## Your task
Retrieve every line of the data holding the word "مساكن".

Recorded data
▼

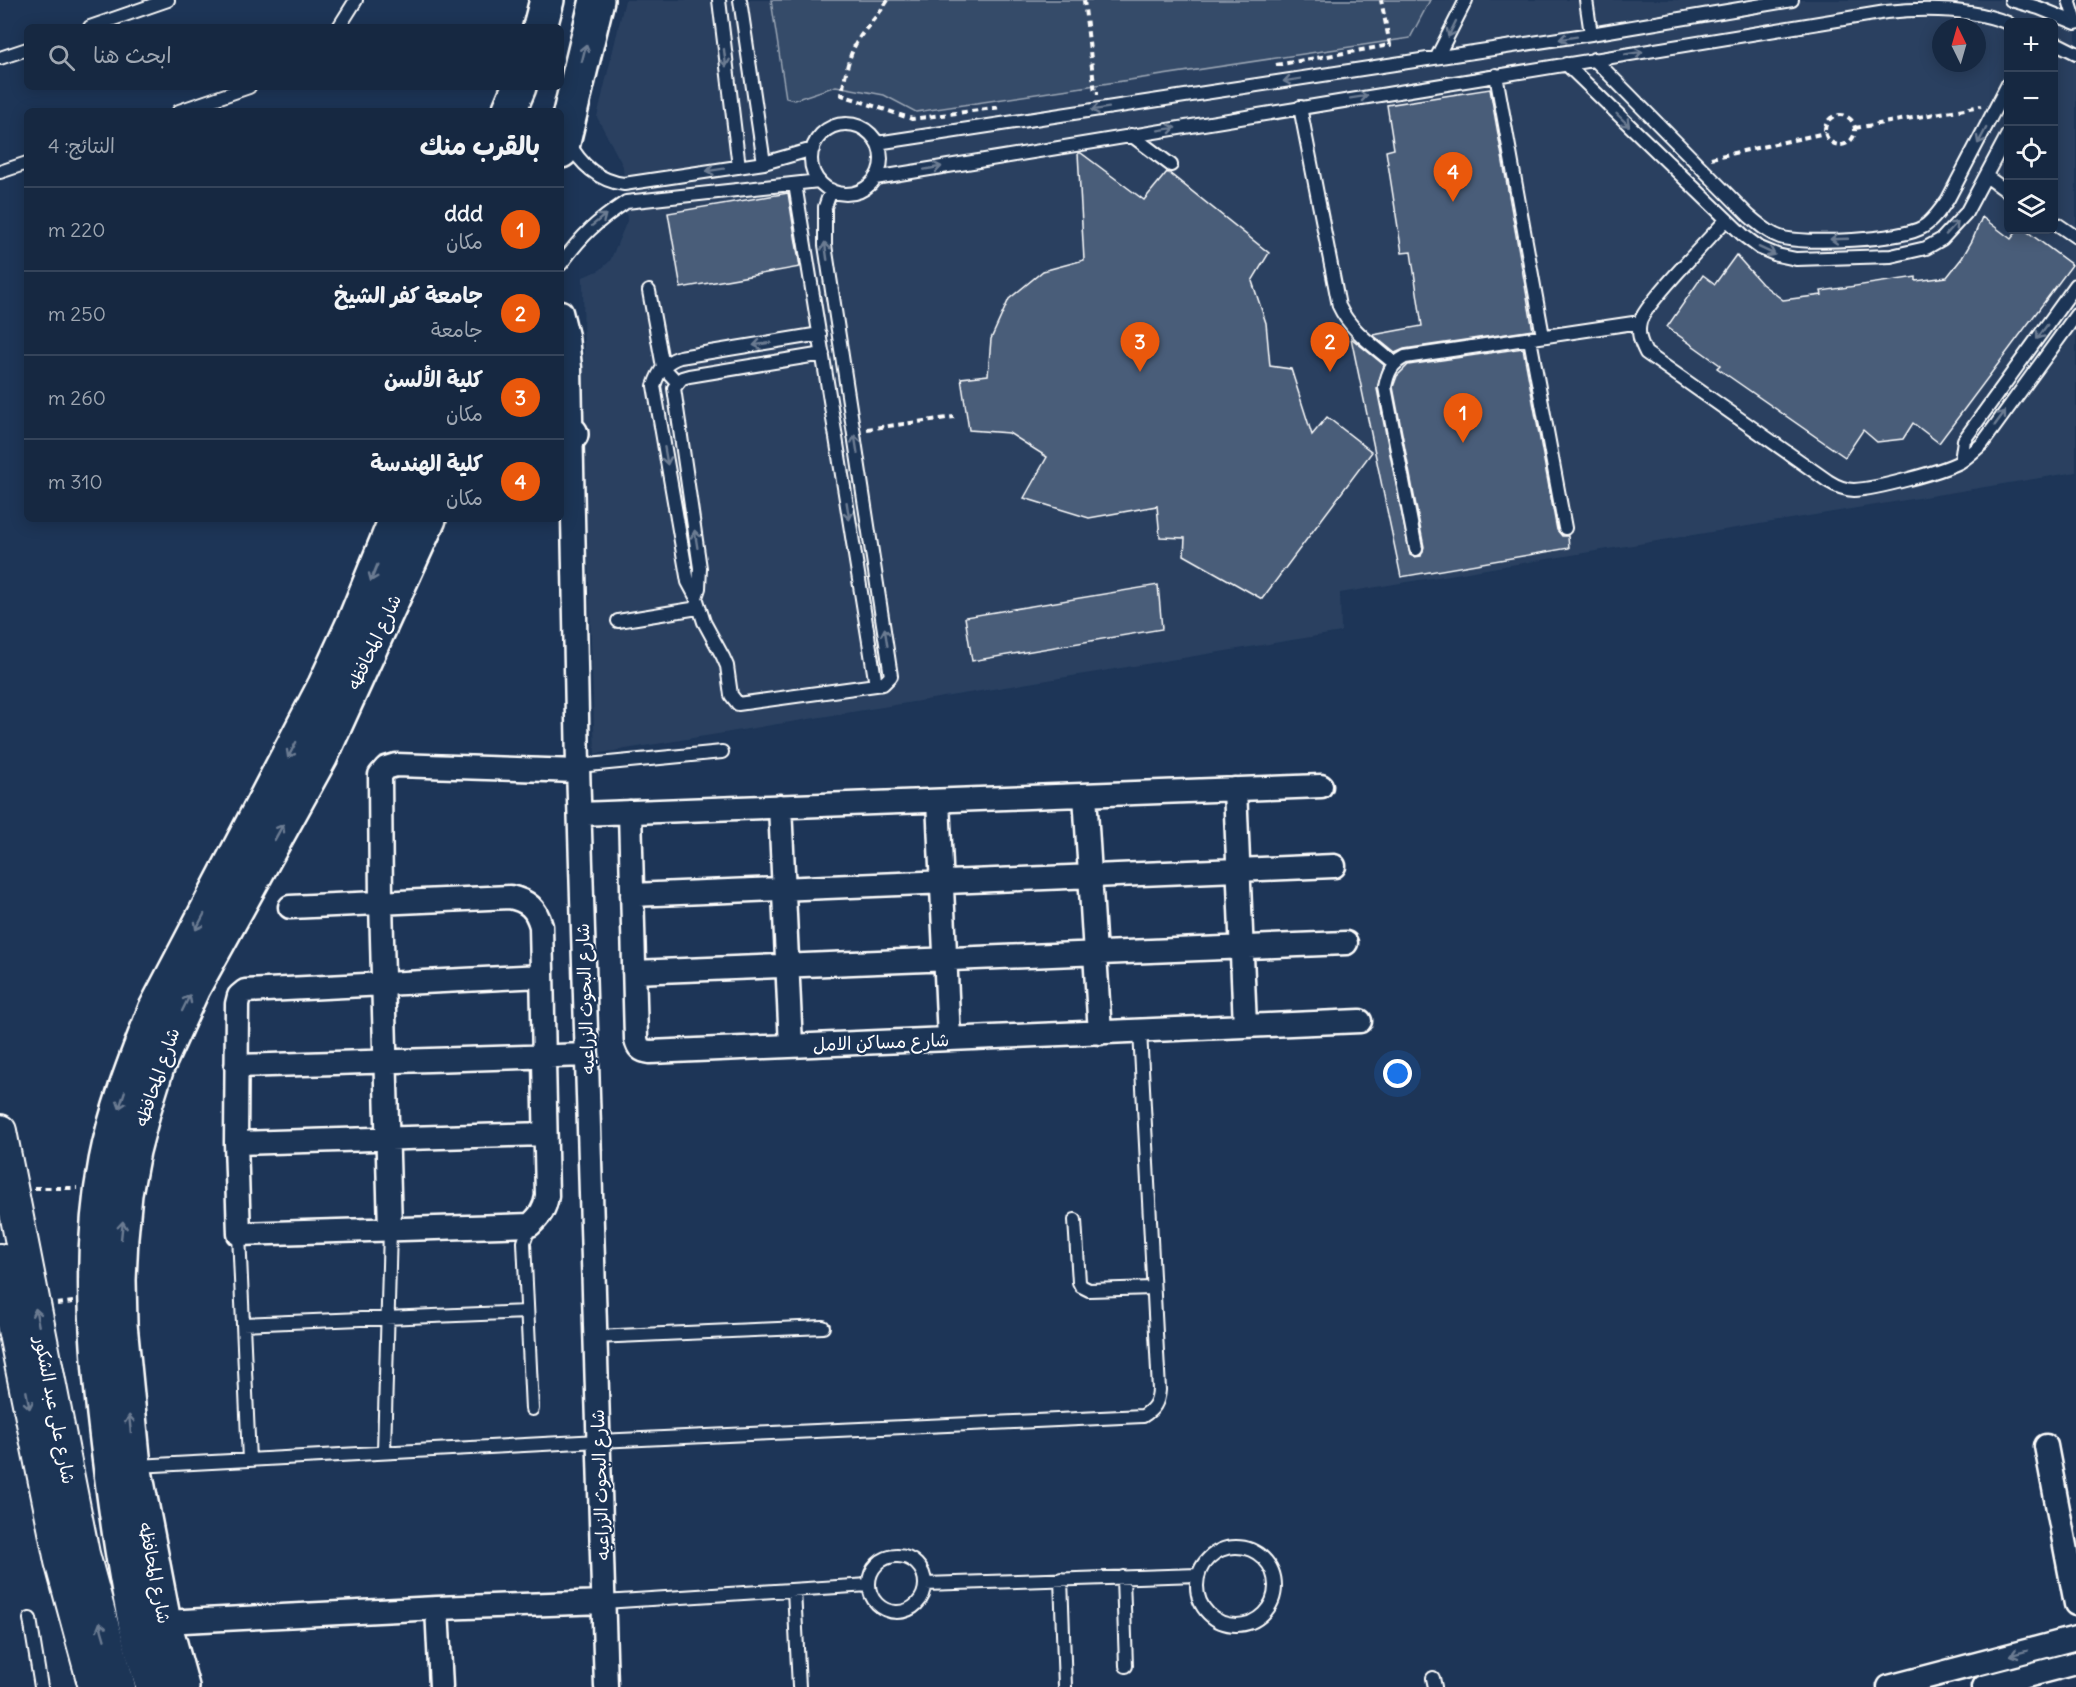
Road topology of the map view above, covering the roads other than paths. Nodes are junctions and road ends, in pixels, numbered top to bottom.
1 (168, 0) edge
2 (356, 0) edge
3 (547, 0) edge
4 (597, 0) edge
5 (719, 0) edge
6 (740, 0) edge
7 (1466, 0) edge
8 (1586, 0) edge
9 (1792, 0) edge
10 (2011, 0) edge
11 (2069, 0) edge
12 (2039, 4) edge
13 (2004, 22) edge
14 (2076, 22) edge
15 (99, 24) edge
16 (341, 24) edge
17 (541, 24) edge
18 (1591, 34) junction
19 (2058, 46) edge
20 (24, 50) edge
21 (1, 54) edge
22 (2076, 54) edge
23 (1437, 57) junction
24 (1594, 59) junction
25 (1566, 64) junction
26 (1496, 75) junction
27 (240, 90) edge
28 (518, 90) edge
29 (2004, 92) edge
30 (1300, 107) junction
31 (188, 108) edge
32 (510, 108) edge
33 (1131, 135) junction
34 (564, 138) edge
35 (2004, 142) edge
36 (564, 143) edge
37 (877, 143) junction
38 (813, 149) junction
39 (764, 163) junction
40 (24, 164) edge
41 (1171, 165) dead end
42 (739, 167) junction
43 (0, 172) edge
44 (1986, 176) junction
45 (875, 178) junction
46 (819, 181) junction
47 (795, 184) junction
48 (2004, 189) edge
49 (831, 190) junction
50 (1726, 220) junction
51 (2058, 225) edge
52 (2076, 237) edge
53 (564, 260) edge
54 (2076, 285) edge
55 (649, 291) dead end
56 (2076, 315) edge
57 (1640, 322) junction
58 (564, 324) edge
59 (820, 334) junction
60 (1543, 336) junction
61 (1530, 339) junction
62 (823, 354) junction
63 (1394, 363) junction
64 (663, 367) junction
65 (678, 383) junction
66 (566, 433) edge
67 (1961, 461) junction
68 (395, 522) edge
69 (428, 522) edge
70 (1565, 528) dead end
71 (1416, 549) dead end
72 (697, 602) junction
73 (618, 621) dead end
74 (876, 685) junction
75 (722, 752) dead end
76 (578, 769) junction
77 (1321, 786) dead end
78 (1235, 789) junction
79 (1085, 795) junction
80 (938, 801) junction
81 (780, 806) junction
82 (630, 812) junction
83 (580, 814) junction
84 (1334, 866) dead end
85 (1239, 870) junction
86 (1090, 876) junction
87 (941, 882) junction
88 (784, 889) junction
89 (632, 895) junction
90 (381, 903) junction
91 (290, 907) dead end
92 (1346, 943) dead end
93 (1242, 947) junction
94 (1095, 953) junction
95 (945, 959) junction
96 (787, 966) junction
97 (634, 972) junction
98 (542, 976) junction
99 (384, 984) junction
100 (1360, 1021) dead end
101 (1245, 1026) junction
102 (1140, 1031) junction
103 (1100, 1033) junction
104 (949, 1039) junction
105 (791, 1046) junction
106 (587, 1055) junction
107 (544, 1056) junction
108 (386, 1061) junction
109 (236, 1066) junction
110 (0, 1131) edge
111 (545, 1134) junction
112 (388, 1138) junction
113 (236, 1143) junction
114 (1075, 1220) dead end
115 (530, 1225) junction
116 (390, 1229) junction
117 (239, 1234) junction
118 (0, 1260) edge
119 (1154, 1288) junction
120 (527, 1312) junction
121 (387, 1318) junction
122 (243, 1324) junction
123 (823, 1327) dead end
124 (596, 1337) junction
125 (532, 1409) dead end
126 (599, 1441) junction
127 (2046, 1446) dead end
128 (384, 1452) junction
129 (249, 1460) junction
130 (134, 1466) junction
131 (1198, 1575) junction
132 (1123, 1577) junction
133 (1061, 1579) junction
134 (925, 1584) junction
135 (869, 1585) junction
136 (794, 1590) junction
137 (604, 1602) junction
138 (2076, 1604) edge
139 (437, 1608) junction
140 (30, 1619) dead end
141 (164, 1622) junction
142 (2076, 1638) edge
143 (2076, 1663) edge
144 (1126, 1666) dead end
145 (41, 1687) edge
146 (95, 1687) edge
147 (119, 1687) edge
148 (153, 1687) edge
149 (182, 1687) edge
150 (441, 1687) edge
151 (606, 1687) edge
152 (799, 1687) edge
153 (1065, 1687) edge
154 (1889, 1687) edge
155 (1984, 1687) edge

1 - 15 lane
2 - 16 lane
3 - 17 main road
34 -> 4 main road
5 -> 42 lane
6 - 39 lane
7 -> 23 lane
8 - 18 lane
9 - 18 lane
10 - 12 lane
11 - 14 lane
12 - 14 lane
24 -> 13 lane
18 -> 23 lane
19 - 22 lane
20 - 21 lane
23 -> 37 lane
24 - 25 lane
29 -> 24 lane
25 - 26 lane
25 -> 50 lane
30 -> 26 lane
26 - 60 lane
27 - 31 lane
28 - 32 main road
33 -> 30 lane
30 - 63 lane
33 - 41 lane
45 -> 33 lane
35 - 44 lane
42 -> 36 lane
37 - 38 lane
37 - 45 lane
38 - 39 lane
38 - 46 lane
39 - 42 lane
40 - 43 lane
44 - 48 lane
50 -> 44 lane
45 - 49 lane
46 - 47 lane
46 - 49 lane
53 -> 47 lane
47 - 59 lane
74 -> 49 lane
50 - 57 lane
51 - 52 lane
54 -> 67 lane
55 - 64 lane
67 -> 56 lane
57 - 60 lane
57 - 67 lane
58 - 66 street, شارع البحوث الزراعيه
59 - 62 lane
59 -> 64 lane
60 - 61 lane
61 - 63 lane
61 - 70 lane
62 - 65 lane
62 -> 74 lane
63 - 71 lane
64 - 65 lane
64 -> 72 lane
72 -> 65 lane
66 - 76 street, شارع البحوث الزراعيه
68 -> 148 main road, شارع المحافظه
130 -> 69 main road, شارع المحافظه
72 - 73 lane
72 - 74 lane
75 - 76 lane
76 - 83 street, شارع البحوث الزراعيه
76 - 90 street
77 - 78 street
78 - 79 street
78 - 85 street
79 - 80 street
79 - 86 street
80 - 81 street
80 - 87 street
81 - 82 street
81 - 88 street
82 - 83 street
82 - 89 street, شارع مساكن الامل
83 - 106 street, شارع البحوث الزراعيه
84 - 85 street
85 - 86 street
85 - 93 street
86 - 87 street
86 - 94 street
87 - 88 street
87 - 95 street
88 - 89 street
88 - 96 street
89 - 97 street, شارع مساكن الامل
90 - 91 street
90 - 98 street
90 - 99 street
92 - 93 street
93 - 94 street
93 - 101 street
94 - 95 street
94 - 103 street
95 - 96 street
95 - 104 street
96 - 97 street
96 - 105 street
97 - 105 street, شارع مساكن الامل
98 - 99 street
98 - 107 street
99 - 108 street
99 - 109 street
100 - 101 street, شارع مساكن الامل
101 - 102 street, شارع مساكن الامل
102 - 103 street, شارع مساكن الامل
102 - 119 lane
103 - 104 street, شارع مساكن الامل
104 - 105 street, شارع مساكن الامل
106 - 107 street
106 - 124 street, شارع البحوث الزراعيه
107 - 108 street
107 - 111 street
108 - 109 street
108 - 112 street
109 - 113 street
147 -> 110 main road, شارع على عبد الشكور
111 - 112 street
111 - 115 street
112 - 113 street
112 - 116 street
113 - 117 street
114 - 119 lane
115 - 116 street
115 - 120 lane
116 - 117 street
116 - 121 lane
117 - 122 lane
118 -> 146 main road, شارع على عبد الشكور
119 - 126 lane
120 - 121 lane
120 - 125 lane
121 - 122 lane
121 - 128 lane
122 - 129 lane
123 - 124 lane
124 - 126 street, شارع البحوث الزراعيه
126 - 128 lane
126 - 137 street, شارع البحوث الزراعيه
127 - 138 street
128 - 129 lane
129 - 130 lane
130 - 141 main road, شارع المحافظه
131 - 131 lane
131 - 132 lane
132 - 133 lane
132 - 144 lane
133 - 134 lane
133 - 153 lane
134 - 135 lane
134 - 135 lane
135 - 136 lane
136 - 137 lane
136 - 152 lane
137 - 139 street
137 - 151 street, شارع البحوث الزراعيه
139 - 141 street
139 - 150 street
140 - 145 lane
141 - 149 main road, شارع المحافظه
142 -> 154 street
143 - 155 street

▲

## Answer section
82 - 89 street, شارع مساكن الامل
89 - 97 street, شارع مساكن الامل
97 - 105 street, شارع مساكن الامل
100 - 101 street, شارع مساكن الامل
101 - 102 street, شارع مساكن الامل
102 - 103 street, شارع مساكن الامل
103 - 104 street, شارع مساكن الامل
104 - 105 street, شارع مساكن الامل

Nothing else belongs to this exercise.